Frederick B. Emerson, Jr.

1935 – 2023

Frederick B. Emerson, Jr., better known as Fred, was born in Wellsville, NY in 1935 and died in Solvang CA at 87 on June 30, 2023 from kidney cancer and heart failure. Like his father, he fondly remembered growing up in their small town. He was introduced to birding and natural history as a teenager by a friend’s mother, who taught high school science.

After graduation from Wellsville High School, he majored in Biology at Alfred University. He received a Ph.D. in Wildlife Biology from Cornell University in 1961 before a post-doctoral year in Marine Science at the University of Miami. His first career was Wildlife Biologist for the Tennessee Valley Authority’s Forestry Division. He advised landowners in Tennessee plus six other Southeastern states where watersheds fed into the Tennessee River and also wrote the wildlife management plan for Land Between the Lakes National Recreation Area. During Summer 1967 he returned to TVA to write Tennessee Valley Wildlife-An Outlook for Year 2000 and In 2000 was pleased to find his predictions had been quite accurate. He spent 1965-66 as an Assistant Professor in Forestry at the University of Tennessee. .He received the Tennessee Wildlife Conservation Award from the Tennessee Conservation League in 1968.

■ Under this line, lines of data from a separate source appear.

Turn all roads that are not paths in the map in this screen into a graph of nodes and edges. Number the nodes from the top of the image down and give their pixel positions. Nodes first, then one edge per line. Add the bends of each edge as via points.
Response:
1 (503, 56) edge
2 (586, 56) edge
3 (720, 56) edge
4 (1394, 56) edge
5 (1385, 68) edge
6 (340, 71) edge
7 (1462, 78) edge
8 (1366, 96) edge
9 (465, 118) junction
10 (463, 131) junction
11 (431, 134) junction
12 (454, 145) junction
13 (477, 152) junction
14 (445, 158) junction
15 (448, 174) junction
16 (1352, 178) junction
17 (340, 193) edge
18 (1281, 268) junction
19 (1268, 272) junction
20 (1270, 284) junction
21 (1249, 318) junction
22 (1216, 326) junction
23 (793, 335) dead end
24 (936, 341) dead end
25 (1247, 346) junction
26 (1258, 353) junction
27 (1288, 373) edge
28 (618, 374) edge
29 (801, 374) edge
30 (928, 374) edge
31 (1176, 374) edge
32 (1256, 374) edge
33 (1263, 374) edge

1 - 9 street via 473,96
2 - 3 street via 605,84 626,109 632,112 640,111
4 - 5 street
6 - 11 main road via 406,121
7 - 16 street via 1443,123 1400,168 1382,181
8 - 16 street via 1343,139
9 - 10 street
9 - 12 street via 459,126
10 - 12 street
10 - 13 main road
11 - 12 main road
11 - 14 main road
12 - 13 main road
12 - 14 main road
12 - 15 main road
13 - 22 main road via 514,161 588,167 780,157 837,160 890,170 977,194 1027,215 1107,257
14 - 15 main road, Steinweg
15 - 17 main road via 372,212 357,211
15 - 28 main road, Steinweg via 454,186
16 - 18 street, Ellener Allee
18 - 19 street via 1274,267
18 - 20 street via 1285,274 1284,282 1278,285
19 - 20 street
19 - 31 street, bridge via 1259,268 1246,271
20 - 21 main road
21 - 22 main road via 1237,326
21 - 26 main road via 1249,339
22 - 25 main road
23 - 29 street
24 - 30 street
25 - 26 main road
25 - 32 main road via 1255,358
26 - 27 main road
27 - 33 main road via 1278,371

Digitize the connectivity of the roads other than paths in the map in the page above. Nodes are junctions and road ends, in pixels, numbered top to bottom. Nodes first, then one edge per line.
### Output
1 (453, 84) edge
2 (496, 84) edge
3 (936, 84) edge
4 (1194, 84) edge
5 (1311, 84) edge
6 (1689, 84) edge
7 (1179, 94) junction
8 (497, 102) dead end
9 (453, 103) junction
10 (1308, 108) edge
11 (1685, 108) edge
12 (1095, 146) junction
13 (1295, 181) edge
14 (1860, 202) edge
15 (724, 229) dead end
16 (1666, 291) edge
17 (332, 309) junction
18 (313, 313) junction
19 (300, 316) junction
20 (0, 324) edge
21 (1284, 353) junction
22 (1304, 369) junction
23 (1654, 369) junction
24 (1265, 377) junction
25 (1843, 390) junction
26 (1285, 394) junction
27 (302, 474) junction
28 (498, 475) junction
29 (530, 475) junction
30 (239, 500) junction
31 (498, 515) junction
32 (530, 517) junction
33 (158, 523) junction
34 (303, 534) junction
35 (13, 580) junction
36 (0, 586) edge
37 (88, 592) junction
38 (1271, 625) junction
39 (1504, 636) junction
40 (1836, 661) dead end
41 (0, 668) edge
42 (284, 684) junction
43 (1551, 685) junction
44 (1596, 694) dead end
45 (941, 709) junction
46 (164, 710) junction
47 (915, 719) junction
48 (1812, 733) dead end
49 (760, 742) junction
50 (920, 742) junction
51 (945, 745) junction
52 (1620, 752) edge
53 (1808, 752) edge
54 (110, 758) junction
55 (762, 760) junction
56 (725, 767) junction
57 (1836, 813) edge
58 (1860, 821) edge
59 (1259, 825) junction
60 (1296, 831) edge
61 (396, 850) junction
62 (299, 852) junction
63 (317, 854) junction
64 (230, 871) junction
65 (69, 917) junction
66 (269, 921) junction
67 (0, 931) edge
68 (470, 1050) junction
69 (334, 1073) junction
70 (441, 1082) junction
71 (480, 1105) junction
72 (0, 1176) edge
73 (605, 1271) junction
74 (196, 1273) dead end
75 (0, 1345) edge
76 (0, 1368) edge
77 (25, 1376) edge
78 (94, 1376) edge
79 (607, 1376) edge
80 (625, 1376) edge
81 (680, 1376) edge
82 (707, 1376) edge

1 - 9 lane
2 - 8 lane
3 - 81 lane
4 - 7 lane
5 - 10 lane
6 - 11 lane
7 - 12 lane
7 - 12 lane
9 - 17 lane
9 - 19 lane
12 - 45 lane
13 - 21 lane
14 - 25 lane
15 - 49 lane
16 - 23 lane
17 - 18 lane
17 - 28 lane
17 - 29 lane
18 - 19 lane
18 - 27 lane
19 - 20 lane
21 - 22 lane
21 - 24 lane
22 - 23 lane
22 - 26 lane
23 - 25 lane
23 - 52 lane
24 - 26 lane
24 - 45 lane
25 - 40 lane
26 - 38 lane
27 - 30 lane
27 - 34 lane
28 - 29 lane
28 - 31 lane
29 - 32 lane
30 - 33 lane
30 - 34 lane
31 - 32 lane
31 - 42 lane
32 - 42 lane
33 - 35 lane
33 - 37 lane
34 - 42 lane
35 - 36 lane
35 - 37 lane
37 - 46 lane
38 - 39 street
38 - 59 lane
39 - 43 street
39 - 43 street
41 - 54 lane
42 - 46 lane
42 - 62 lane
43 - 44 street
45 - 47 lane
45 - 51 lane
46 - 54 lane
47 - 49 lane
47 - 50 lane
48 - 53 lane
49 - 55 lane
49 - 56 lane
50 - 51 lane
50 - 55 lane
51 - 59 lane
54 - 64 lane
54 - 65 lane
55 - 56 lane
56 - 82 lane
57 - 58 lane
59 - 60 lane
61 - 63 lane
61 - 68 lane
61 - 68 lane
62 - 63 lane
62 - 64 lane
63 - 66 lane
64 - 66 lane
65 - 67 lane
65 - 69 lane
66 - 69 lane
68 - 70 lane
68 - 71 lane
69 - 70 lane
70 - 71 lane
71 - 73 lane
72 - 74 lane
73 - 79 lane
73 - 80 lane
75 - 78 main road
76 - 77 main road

His second career, Medicine, began at Vanderbilt University where he earned his M.D. in 1970 then moved to the University of Colorado for his internal medicine residency. He chose to work as an emergency care physician at Denver General Hospital and served on the UC faculty. In Santa Barbara, he practiced Emergency Medicine at Goleta Valley Hospital and provided urgent care/internal medicine at the UCSB Student Health Center.

His third career utilized his biology/ecology background with a focus on Santa Barbara County’s natural history. After docent training at both the Santa Barbara Botanic Garden and the Santa Barbara Museum of Natural History, he taught Birding/Natural History for the Museum for 25 years. Also, he offered natural history field trips through Santa Barbara City College Adult Education. He added field trips and birding classes for the Wilding Museum, located in Solvang, after moving there in 2000. His wife, Nancy, and he received the Wildling’s Wilderness Spirit Award in 2008.

The UCSB Sedgwick Reserve was important to Fred beginning in the late 1990s. He served as a docent and hike leader while providing ecological and natural history training for docents. With fellow birder and friend, Fred Machetanz, he started a weekly Sedgwick Reserve bird census in 2008, now linked to ebird.

Fred’s other interests included tennis, eclectic musical genres with years of choral singing, linguistics, hiking and travel that included natural history. His most special travel experience was visiting the Village of Selborne, England, where Gilbert White, an 18th century pioneering British naturalist and writer, spent most of his life.

At heart Fred was a person who loved to learn and teach. He was known for using humor to help students remember important ideas and to put patients at ease. Family and friends enjoyed his humor, too, which was always kind. His humor was still evident as recently as a Father’s Day family weekend in June.

Fred is survived by his wife, with whom he shared a joyful and fulfilling 65-year marriage after meeting at Cornell University. They have three children, six grandchildren and one great-grandchild: Robert (Kerstin-deceased), Mark (Karen) and their four children (Nicole and Casey Russell and daughter, Lila, Danny and Alexandra Emerson, Haley Emerson and Michael Kostalnick, Kevin Emerson) and Molly Pyott (David) and her two children (Matthew and Michael Ingraham). His parents, Fred and Myrtle Emerson and his brother, Roderick, predeceased him.

The family very much appreciated the compassionate, skilled attention provided by the staff of Atterdag Village’s Care Center and Clinical Services, Complete Care at Home and Visiting Nurse Association Hospice.

A Celebration of Fred’s life will be held on Saturday, August 19, 2023, 10 a.m. at Bethania Lutheran Church, 601 Atterdag Road, Solvang. It will include brunch and sharing of memories. Memorial gifts may be sent to Bethania Preschool and After School Care, Santa Barbara Museum of Natural History, UCSB Sedgwick Reserve and the Wildling Museum.